• **INSTRUCTIONS FOR THE TASK**:
Among the records below, how many lines contain the word "graph"? The answer is a single number.

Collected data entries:
···
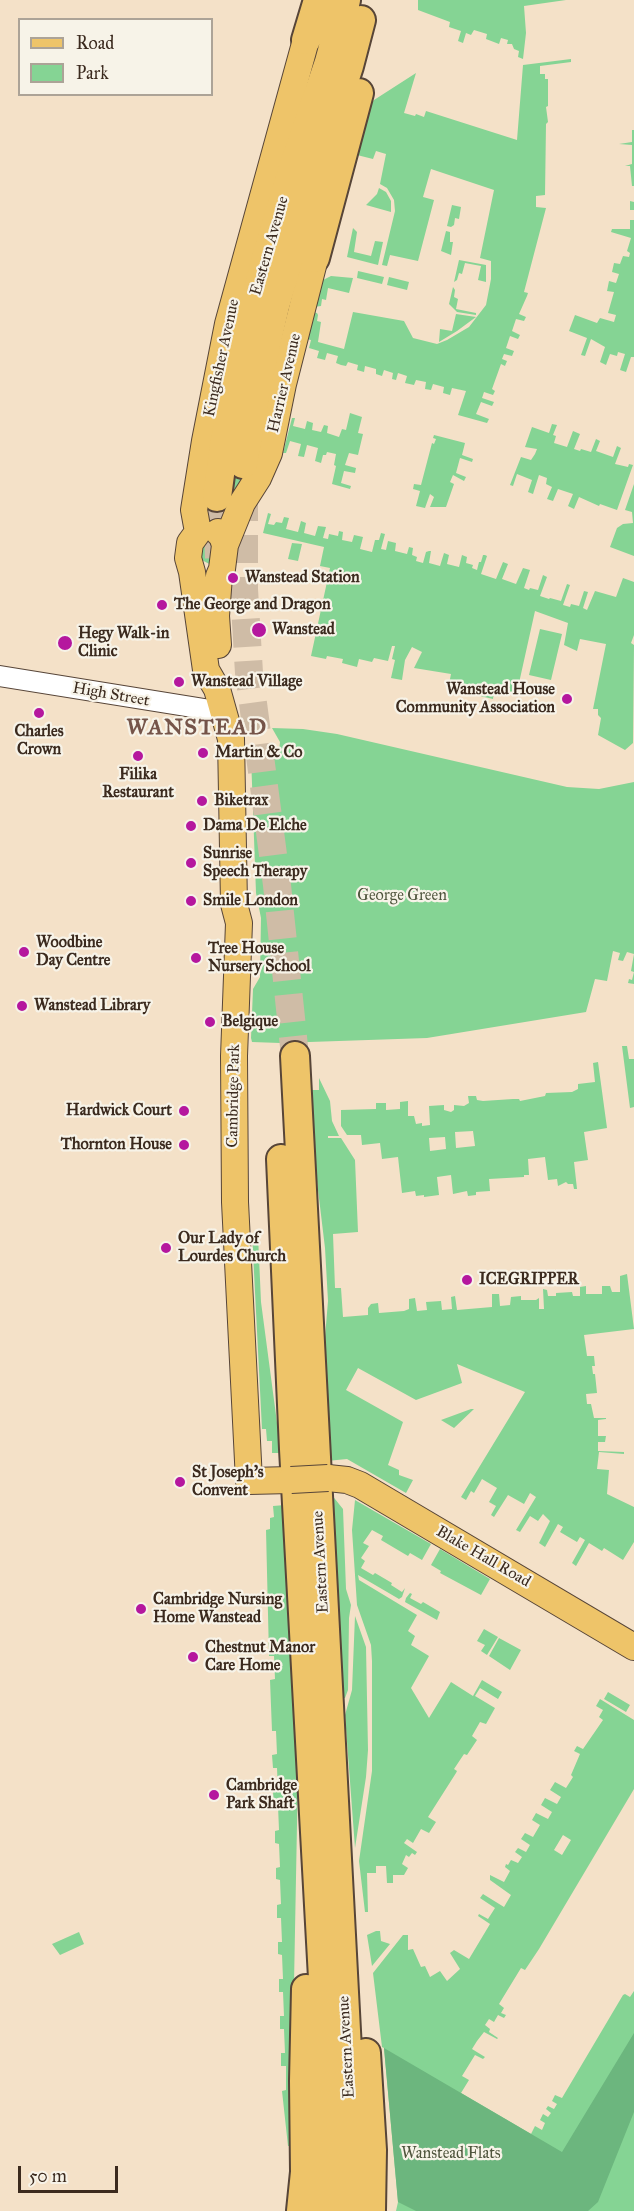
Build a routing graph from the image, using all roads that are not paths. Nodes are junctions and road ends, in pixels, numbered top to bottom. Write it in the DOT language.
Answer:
graph roads {
  1 [pos="318,0"];
  2 [pos="346,0"];
  3 [pos="365,0"];
  4 [pos="376,0"];
  5 [pos="306,39"];
  6 [pos="315,258"];
  7 [pos="243,464"];
  8 [pos="230,500"];
  9 [pos="213,536"];
  10 [pos="192,573"];
  11 [pos="219,576"];
  12 [pos="0,676"];
  13 [pos="220,701"];
  14 [pos="249,1482"];
  15 [pos="634,1647"];
  16 [pos="313,1810"];
  17 [pos="339,1892"];
  18 [pos="301,2211"];
  19 [pos="325,2211"];
  20 [pos="350,2211"];
  21 [pos="371,2211"];
  1 -- 5 [label="highway"];
  2 -- 8 [label="highway, Eastern Avenue"];
  3 -- 7 [label="highway, Eastern Avenue"];
  4 -- 6 [label="highway"];
  5 -- 9 [label="main road, Kingfisher Avenue"];
  6 -- 8 [label="main road, Harrier Avenue"];
  8 -- 9 [label="main road, Harrier Avenue"];
  9 -- 10 [label="main road, Kingfisher Avenue"];
  9 -- 11 [label="main road"];
  10 -- 11 [label="main road"];
  10 -- 13 [label="main road, Kingfisher Avenue"];
  11 -- 13 [label="main road"];
  12 -- 13 [label="street, High Street"];
  13 -- 14 [label="main road, Cambridge Park"];
  14 -- 15 [label="main road, Blake Hall Road, bridge"];
  16 -- 17 [label="highway, Eastern Avenue"];
  16 -- 18 [label="highway"];
  16 -- 19 [label="highway, Eastern Avenue"];
  17 -- 20 [label="highway, Eastern Avenue"];
  17 -- 21 [label="highway"];
}
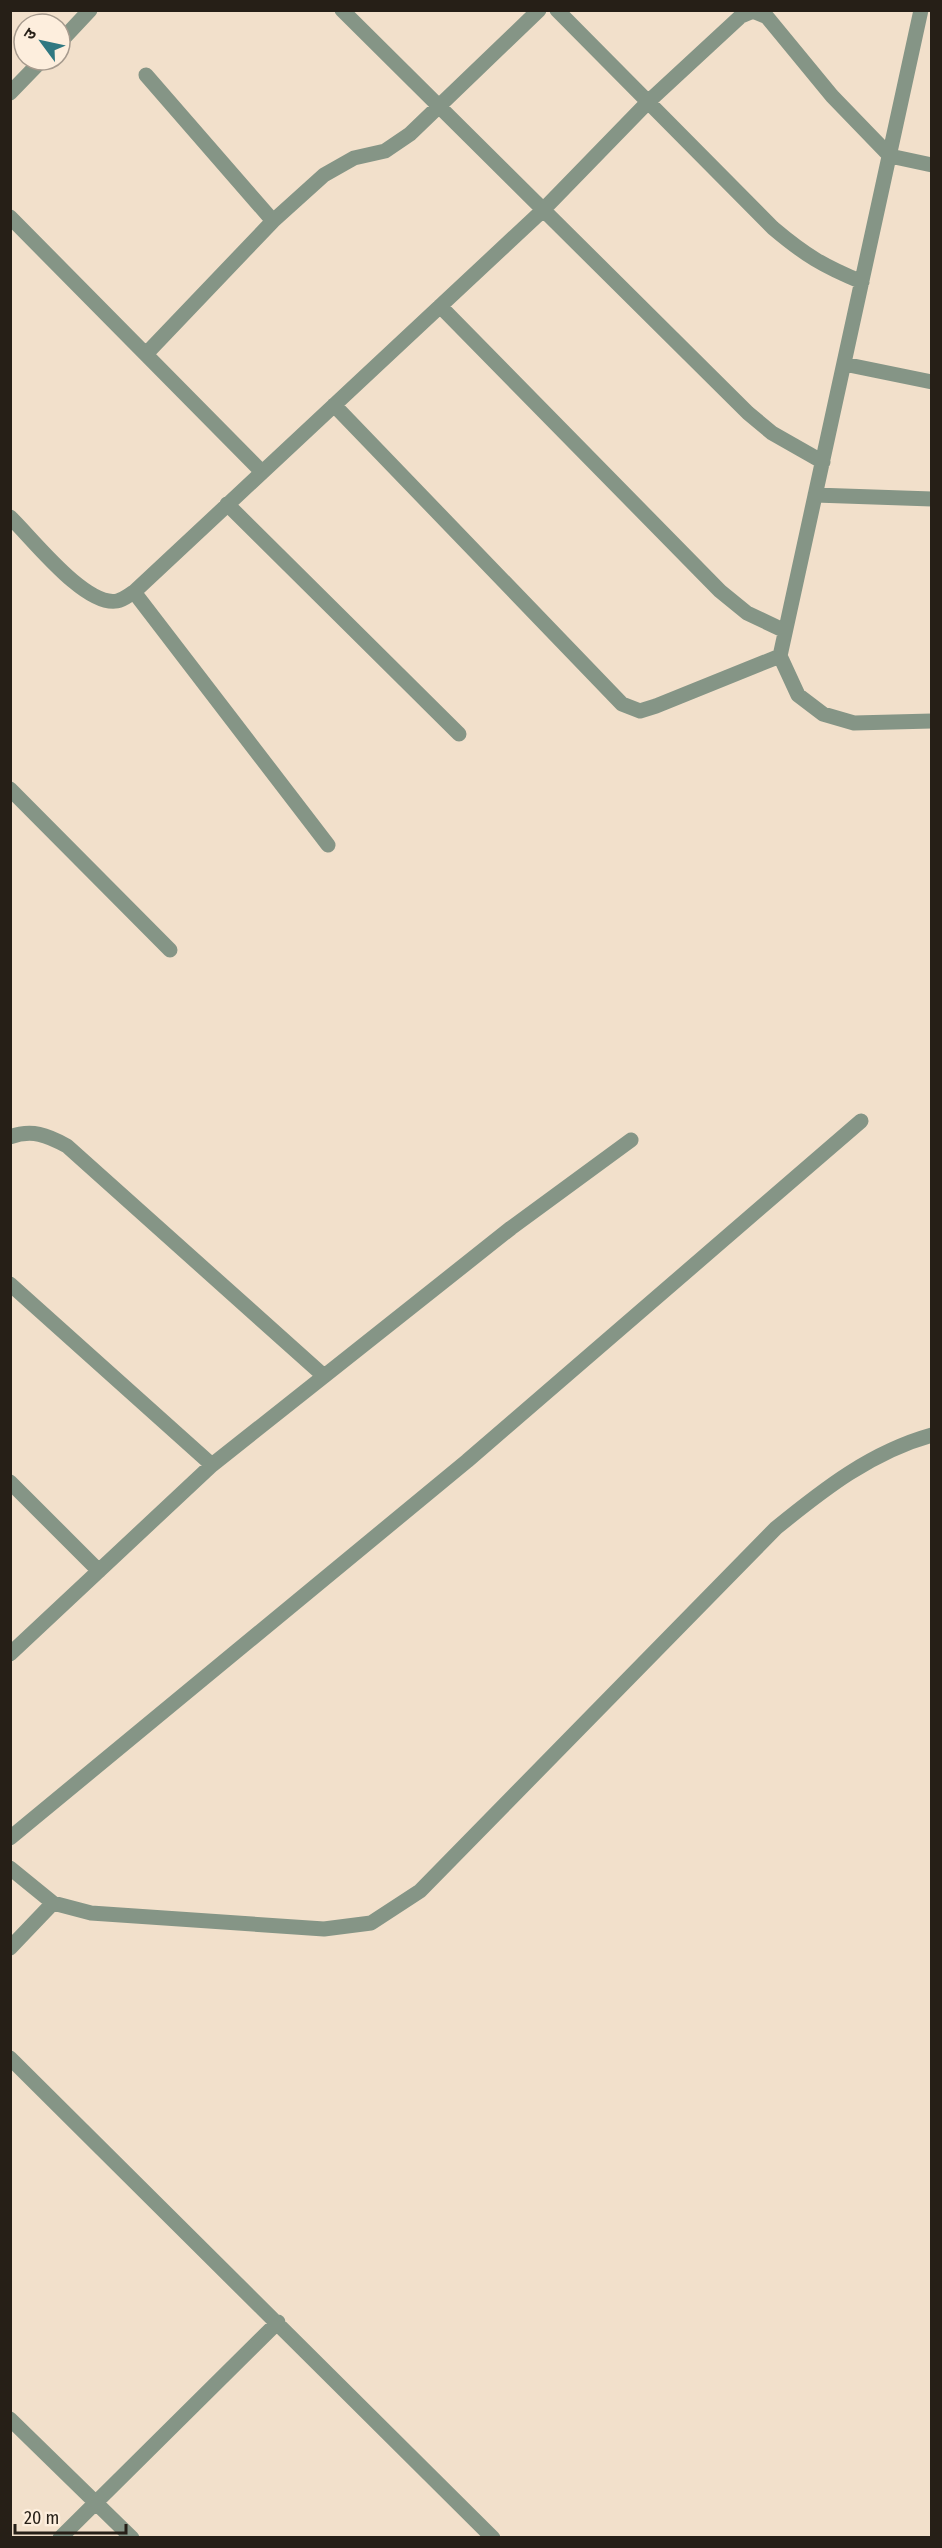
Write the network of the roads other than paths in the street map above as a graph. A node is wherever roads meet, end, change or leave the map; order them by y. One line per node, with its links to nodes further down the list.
1 (90, 10): 6 (street)
2 (342, 10): 11 (street)
3 (539, 10): 11 (street)
4 (557, 10): 10 (street)
5 (921, 10): 12 (street)
6 (72, 29)
7 (30, 72): 9 (street)
8 (146, 75): 16 (street)
9 (10, 93)
10 (648, 102): 12 (street); 14 (street); 17 (street)
11 (439, 108): 14 (street); 16 (street)
12 (890, 156): 13 (street); 17 (street)
13 (932, 165)
14 (542, 211): 18 (street); 23 (street)
15 (10, 217): 19 (street)
16 (273, 221): 19 (street)
17 (862, 282): 20 (street)
18 (440, 306): 22 (street); 30 (street)
19 (146, 354): 24 (street)
20 (844, 364): 21 (street); 23 (street)
21 (932, 382)
22 (334, 405): 24 (street); 31 (street)
23 (823, 462): 25 (street)
24 (262, 472): 27 (street)
25 (815, 495): 26 (street); 30 (street)
26 (932, 499)
27 (227, 504): 29 (street); 33 (street)
28 (10, 516): 29 (street)
29 (134, 592): 35 (street)
30 (785, 631): 31 (street)
31 (780, 656): 32 (street)
32 (932, 721)
33 (459, 734)
34 (10, 789): 36 (street)
35 (328, 845)
36 (170, 950)
37 (861, 1121): 47 (street)
38 (10, 1137): 41 (street)
39 (631, 1140): 41 (street)
40 (10, 1284): 43 (street)
41 (324, 1376): 43 (street)
42 (932, 1435): 49 (street)
43 (212, 1465): 45 (street)
44 (10, 1482): 45 (street)
45 (99, 1570): 46 (street)
46 (10, 1654)
47 (10, 1838)
48 (10, 1868): 49 (street)
49 (53, 1903): 50 (street)
50 (10, 1948)
51 (10, 2058): 52 (street)
52 (278, 2322): 54 (street); 57 (street)
53 (10, 2419): 54 (street)
54 (96, 2502): 55 (street); 56 (street)
55 (60, 2538)
56 (132, 2538)
57 (493, 2538)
···
• **EXERCISE RESULT**:
3